◆ Goal of the exercise: When "edges" occurs in a line of the material, copy that line.

◆ Dataset content:
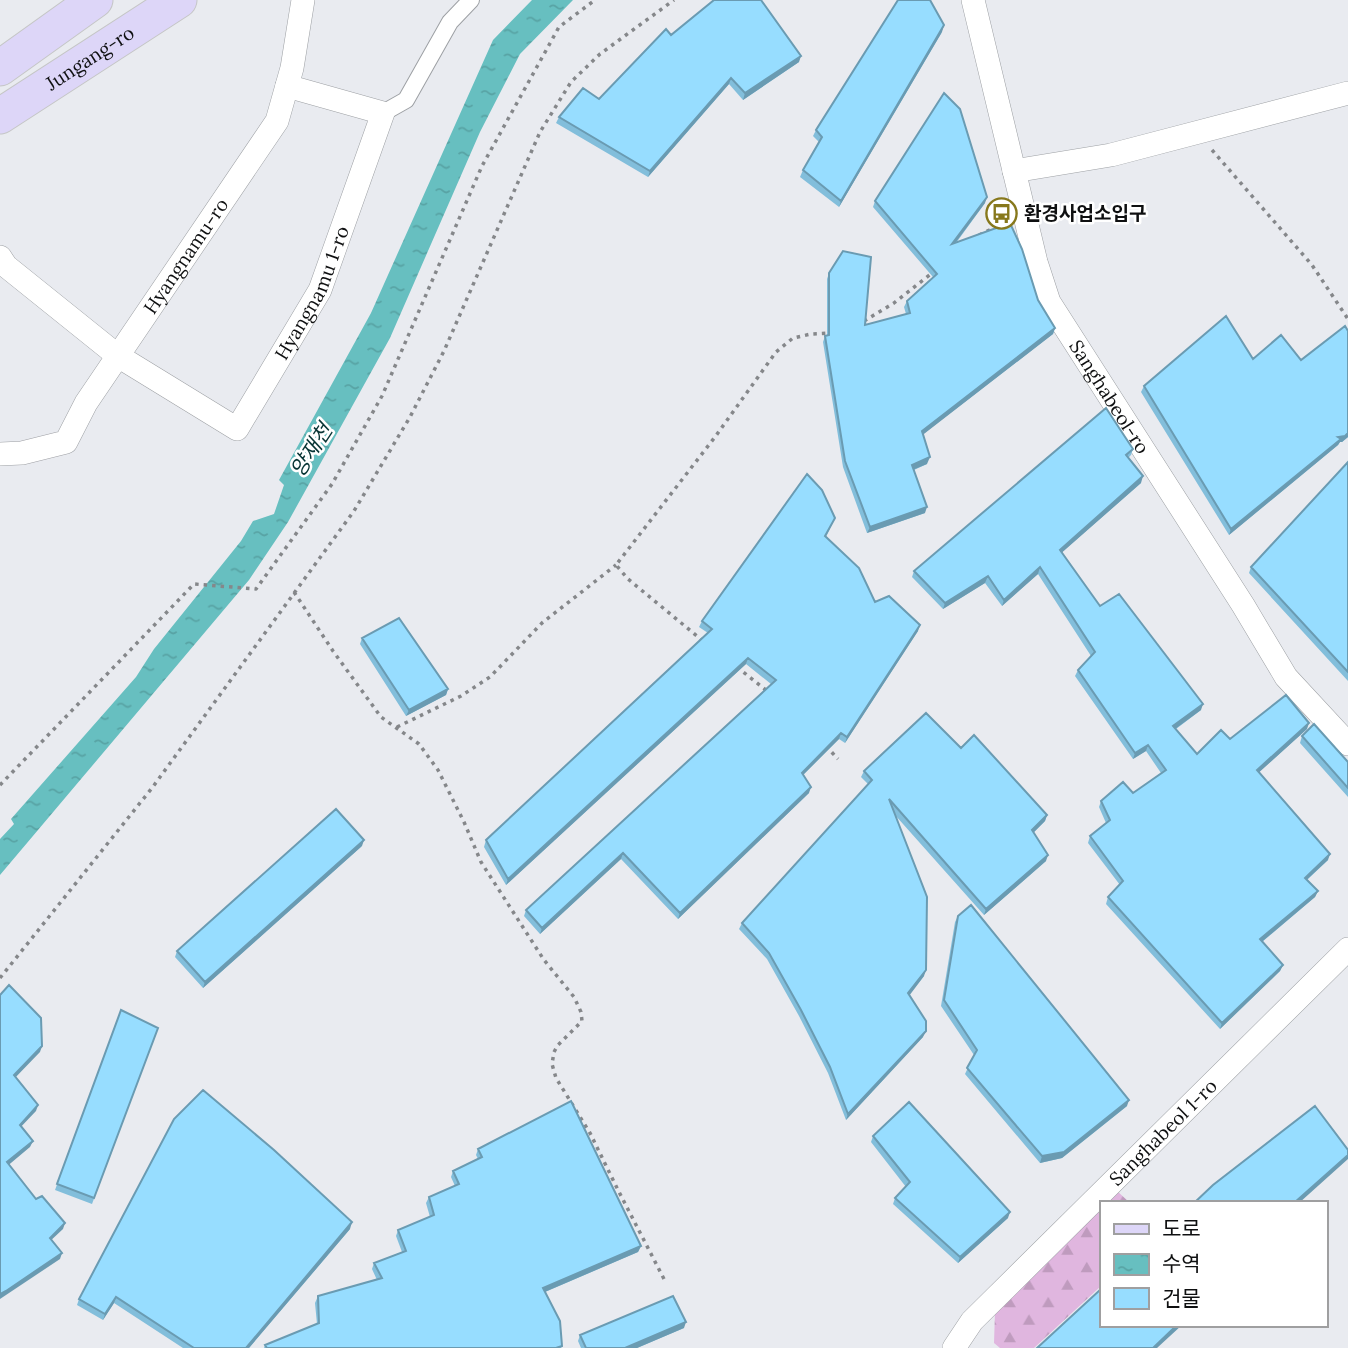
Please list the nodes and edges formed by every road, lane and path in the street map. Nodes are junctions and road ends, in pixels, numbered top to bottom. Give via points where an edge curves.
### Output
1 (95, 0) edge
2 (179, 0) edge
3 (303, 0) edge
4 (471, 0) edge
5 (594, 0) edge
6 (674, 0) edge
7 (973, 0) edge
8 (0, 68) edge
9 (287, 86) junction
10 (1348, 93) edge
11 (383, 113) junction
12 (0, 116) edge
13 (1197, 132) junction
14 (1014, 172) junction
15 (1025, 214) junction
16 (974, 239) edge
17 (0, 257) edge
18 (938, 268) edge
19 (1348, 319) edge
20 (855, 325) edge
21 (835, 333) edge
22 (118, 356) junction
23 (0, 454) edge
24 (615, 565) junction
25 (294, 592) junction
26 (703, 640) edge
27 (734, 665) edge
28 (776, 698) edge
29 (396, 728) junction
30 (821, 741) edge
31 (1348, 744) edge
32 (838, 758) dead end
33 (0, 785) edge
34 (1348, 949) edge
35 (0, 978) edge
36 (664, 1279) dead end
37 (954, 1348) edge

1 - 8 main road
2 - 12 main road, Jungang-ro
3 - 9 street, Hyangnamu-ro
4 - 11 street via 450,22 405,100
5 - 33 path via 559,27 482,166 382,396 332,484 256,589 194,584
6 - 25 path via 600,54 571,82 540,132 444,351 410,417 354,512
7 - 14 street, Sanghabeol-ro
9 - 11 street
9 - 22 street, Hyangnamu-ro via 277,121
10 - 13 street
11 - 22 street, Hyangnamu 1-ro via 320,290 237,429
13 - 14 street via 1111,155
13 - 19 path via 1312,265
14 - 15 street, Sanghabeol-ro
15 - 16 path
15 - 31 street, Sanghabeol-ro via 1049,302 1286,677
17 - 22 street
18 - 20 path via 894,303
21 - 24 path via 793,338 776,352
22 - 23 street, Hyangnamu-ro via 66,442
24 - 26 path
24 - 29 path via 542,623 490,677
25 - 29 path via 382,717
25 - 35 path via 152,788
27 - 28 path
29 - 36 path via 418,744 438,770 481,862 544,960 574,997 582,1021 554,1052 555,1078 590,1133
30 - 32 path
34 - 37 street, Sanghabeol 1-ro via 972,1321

...

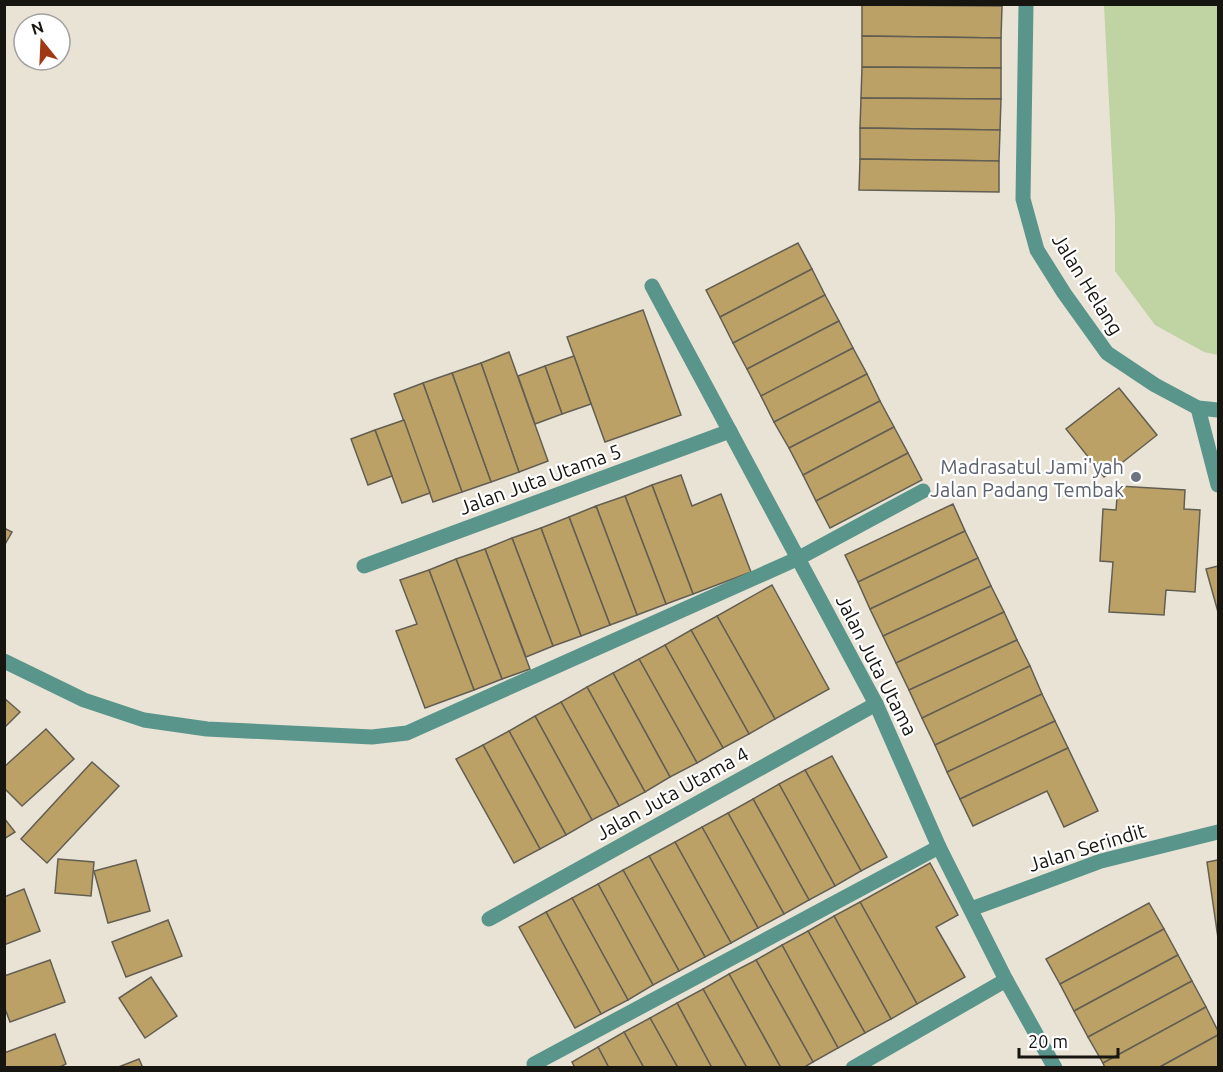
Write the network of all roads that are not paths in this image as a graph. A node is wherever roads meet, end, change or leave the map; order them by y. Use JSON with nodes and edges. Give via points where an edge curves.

◆ Result below:
Please list the nodes and edges formed by every road, lane and path in the street map. Nodes are junctions and road ends, in pixels, numbered top to bottom. Give via points where an edge curves.
Write the network of all roads that are not paths in this image as a graph. A node is wherever roads meet, end, change or leave the map; order them by y. Use JSON with nodes and edges. Give via points where an edge curves.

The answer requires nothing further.